Intersection over union, or Jaccard index calculation.

Parameters

  • pred (Tensor) – Tensor containing predictions

  • target (Tensor) – Tensor containing targets

  • num_classes (Optional[int]) – Optionally specify the number of classes

  • remove_bg (bool) – Flag to state whether a background class has been included within input parameters. If true, will remove background class. If false, return IoU over all classes Assumes that background is ‘0’ class in input tensor

  • reduction (str) –

    a method for reducing IoU over labels (default: takes the mean) Available reduction methods:

    • elementwise_mean: takes the mean

    • none: pass array

    • sum: add elements

Returns

Tensor containing single value if reduction is ‘elementwise_mean’, or number of classes if reduction is ‘none’

Return type

IoU score

Example

>>> target = torch.randint(0, 1, (10, 25, 25))
>>> pred = torch.tensor(target)
>>> pred[2:5, 7:13, 9:15] = 1 - pred[2:5, 7:13, 9:15]
>>> iou(pred, target)
tensor(0.4914)
pytorch_lightning.metrics.functional.classification.multiclass_auc_decorator(reorder=True)[source]
Return type

Callable

pytorch_lightning.metrics.functional.classification.multiclass_precision_recall_curve(pred, target, sample_weight=None, num_classes=None)[source]

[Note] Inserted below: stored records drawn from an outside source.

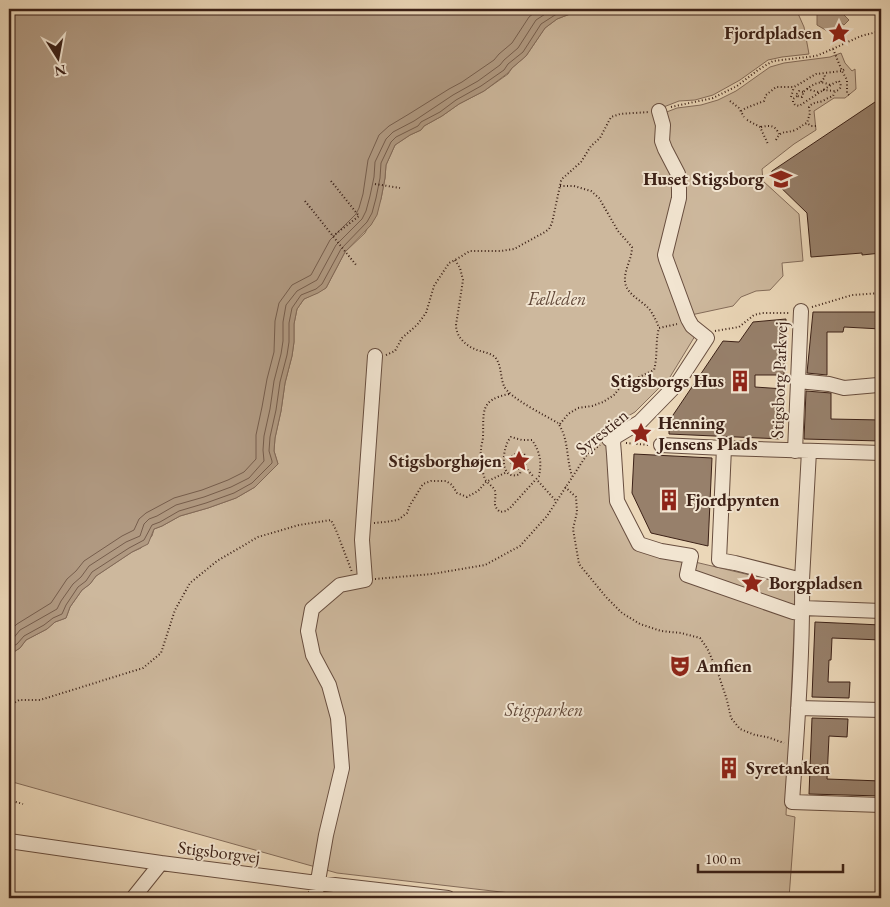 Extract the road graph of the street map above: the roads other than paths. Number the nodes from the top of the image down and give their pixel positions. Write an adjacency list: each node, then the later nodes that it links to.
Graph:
1 (658, 111): 12 (street)
2 (801, 311): 4 (street, Stigsborg Parkvej)
3 (376, 356): 19 (street)
4 (798, 381): 5 (street); 8 (street, Stigsborg Parkvej)
5 (878, 385)
6 (661, 445): 7 (street, Stigsborg Parkvej)
7 (724, 448): 8 (street, Stigsborg Parkvej); 11 (street)
8 (795, 450): 9 (street, Stigsborg Parkvej)
9 (809, 451): 10 (street, Stigsborg Parkvej); 11 (street, Stigsborg Parkvej)
10 (881, 453)
11 (802, 580): 12 (street, Stigsborg Parkvej)
12 (802, 611): 13 (street); 14 (street, Stigsborg Parkvej)
13 (881, 611)
14 (798, 708): 15 (street); 16 (street, Stigsborg Parkvej)
15 (881, 710)
16 (881, 805)
17 (9, 841): 18 (street)
18 (162, 863): 19 (street, Stigsborgvej); 20 (street, Stigsborgvej)
19 (317, 883): 21 (street); 22 (street, Stigsborgvej)
20 (133, 898)
21 (315, 898)
22 (448, 898) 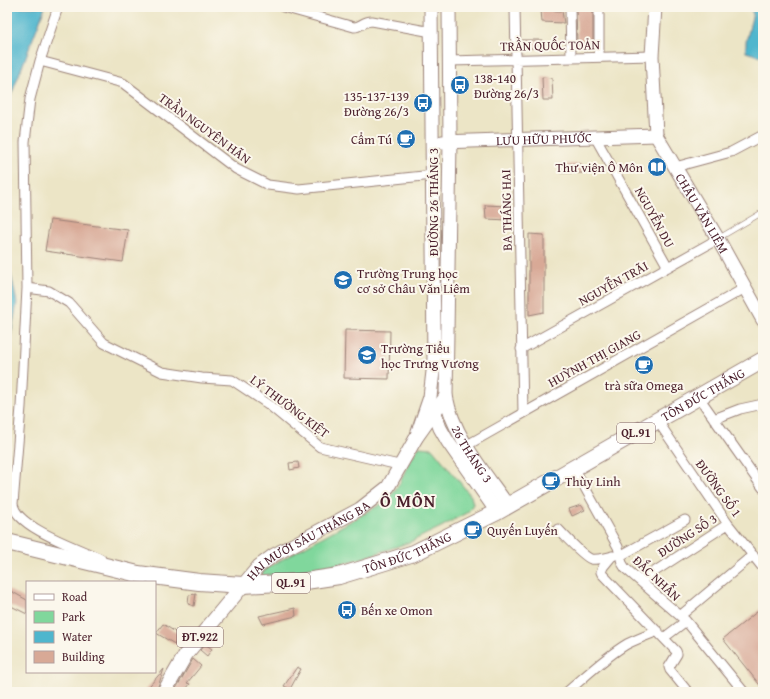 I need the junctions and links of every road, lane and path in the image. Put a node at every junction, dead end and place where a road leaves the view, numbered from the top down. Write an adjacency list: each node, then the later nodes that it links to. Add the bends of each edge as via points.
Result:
1 (58, 7): 15 (street)
2 (282, 7): 9 (street, via 354,27 372,21)
3 (431, 7): 9 (street, ĐƯỜNG 26 THÁNG 3)
4 (449, 7): 14 (street, ĐƯỜNG 26 THÁNG 3)
5 (515, 7): 13 (street, BA THÁNG HAI)
6 (570, 7): 12 (street)
7 (598, 7): 11 (street)
8 (655, 7): 10 (street, CHÂU VĂN LIÊM)
9 (432, 32): 21 (street, ĐƯỜNG 26 THÁNG 3)
10 (652, 56): 11 (street, TRẦN QUỐC TOẢN); 16 (street, CHÂU VĂN LIÊM)
11 (599, 57): 12 (street, TRẦN QUỐC TOẢN)
12 (571, 58): 13 (street, TRẦN QUỐC TOẢN)
13 (516, 59): 14 (street, TRẦN QUỐC TOẢN); 19 (street, BA THÁNG HAI)
14 (450, 60): 20 (street, ĐƯỜNG 26 THÁNG 3)
15 (40, 61): 23 (street, TRẦN NGUYÊN HÃN, via 123,83 236,169 268,185 299,189); 27 (street, via 30,99 25,142)
16 (656, 135): 18 (street, LƯU HỮU PHƯỚC); 22 (street, CHÂU VĂN LIÊM)
17 (763, 135): 22 (street, via 731,152)
18 (595, 137): 19 (street, LƯU HỮU PHƯỚC); 26 (street, NGUYỄN DU)
19 (518, 139): 20 (street, LƯU HỮU PHƯỚC); 30 (street, BA THÁNG HAI)
20 (450, 141): 21 (street, LƯU HỮU PHƯỚC); 32 (street, ĐƯỜNG 26 THÁNG 3)
21 (432, 142): 23 (street, ĐƯỜNG 26 THÁNG 3)
22 (675, 167): 25 (street, CHÂU VĂN LIÊM)
23 (433, 175): 34 (street, ĐƯỜNG 26 THÁNG 3, via 434,363)
24 (763, 212): 25 (lane)
25 (718, 239): 26 (street, NGUYỄN TRÃI); 28 (street, CHÂU VĂN LIÊM)
26 (668, 267): 30 (street, NGUYỄN TRÃI)
27 (27, 288): 42 (street, LÝ THƯỜNG KIỆT, via 49,291 69,303 104,343 162,372 232,380 268,404 320,447); 52 (street, via 14,507 19,515 40,532)
28 (745, 288): 29 (street, CHÂU VĂN LIÊM); 37 (street, HUỲNH THỊ GIANG)
29 (763, 320)
30 (521, 349): 37 (street, BA THÁNG HAI)
31 (763, 360): 33 (highway, TÔN ĐỨC THẮNG / QL.91)
32 (446, 396): 36 (street, HAI MƯƠI SÁU THÁNG BA); 41 (street, 26 THÁNG 3, via 458,433)
33 (698, 396): 38 (street); 39 (highway, TÔN ĐỨC THẮNG / QL.91)
34 (430, 397): 36 (street, 26 THÁNG 3); 40 (street, HAI MƯƠI SÁU THÁNG BA)
35 (763, 404): 38 (street)
36 (434, 413): 40 (street, HAI MƯƠI SÁU THÁNG BA); 41 (street, 26 THÁNG 3, via 440,428)
37 (523, 413): 41 (street, HUỲNH THỊ GIANG)
38 (714, 419): 44 (street)
39 (657, 420): 43 (highway, TÔN ĐỨC THẮNG / QL.91); 47 (street, ĐƯỜNG SỐ 1)
40 (416, 438): 41 (street, 26 THÁNG 3, via 431,432); 42 (street, HAI MƯƠI SÁU THÁNG BA)
41 (457, 446): 45 (street, 26 THÁNG 3)
42 (399, 465): 55 (street, HAI MƯƠI SÁU THÁNG BA, via 388,487 360,509 274,555 258,566)
43 (574, 468): 45 (highway, TÔN ĐỨC THẮNG / QL.91); 50 (street, ĐẮC NHẪN, via 618,547)
44 (763, 488)
45 (502, 509): 55 (highway, TÔN ĐỨC THẮNG / QL.91, via 414,553 339,576 299,582)
46 (685, 520): 50 (street)
47 (728, 524): 51 (street, ĐƯỜNG SỐ 1); 54 (street, ĐƯỜNG SỐ 3)
48 (558, 529): 50 (street, via 589,558)
49 (9, 542): 52 (highway, TÔN ĐỨC THẮNG / QL.91)
50 (617, 555): 54 (street, ĐẮC NHẪN, via 625,568); 57 (street, via 603,567 602,574)
51 (753, 555): 53 (street, ĐƯỜNG SỐ 1); 56 (street)
52 (116, 568): 55 (highway, TÔN ĐỨC THẮNG / QL.91, via 138,574)
53 (763, 568)
54 (640, 581): 56 (street, ĐẮC NHẪN)
55 (242, 585): 58 (main road, ĐT.922, via 186,654)
56 (683, 619): 57 (street); 61 (street, ĐẮC NHẪN)
57 (662, 634): 59 (street, via 624,646); 60 (street, via 677,654 669,668)
58 (164, 692)
59 (566, 692)
60 (688, 692)
61 (744, 692)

Computes precision-recall pairs for different thresholds given a multiclass scores.

Parameters
Return type

Tuple[Tensor, Tensor, Tensor, Tensor]

Returns

number of classes, precision, recall, thresholds

Example

>>> pred = torch.tensor([[0.85, 0.05, 0.05, 0.05],
...                      [0.05, 0.85, 0.05, 0.05],
...                      [0.05, 0.05, 0.85, 0.05],
...                      [0.05, 0.05, 0.05, 0.85]])
>>> target = torch.tensor([0, 1, 3, 2])
>>> nb_classes, precision, recall, thresholds = multiclass_precision_recall_curve(pred, target)
>>> nb_classes
(tensor([1., 1.]), tensor([1., 0.]), tensor([0.8500]))
>>> precision
(tensor([1., 1.]), tensor([1., 0.]), tensor([0.8500]))
>>> recall
(tensor([0.2500, 0.0000, 1.0000]), tensor([1., 0., 0.]), tensor([0.0500, 0.8500]))
>>> thresholds   
(tensor([0.2500, 0.0000, 1.0000]), tensor([1., 0., 0.]), tensor([0.0500, 0.8500]))
pytorch_lightning.metrics.functional.classification.multiclass_roc(pred, target, sample_weight=None, num_classes=None)[source]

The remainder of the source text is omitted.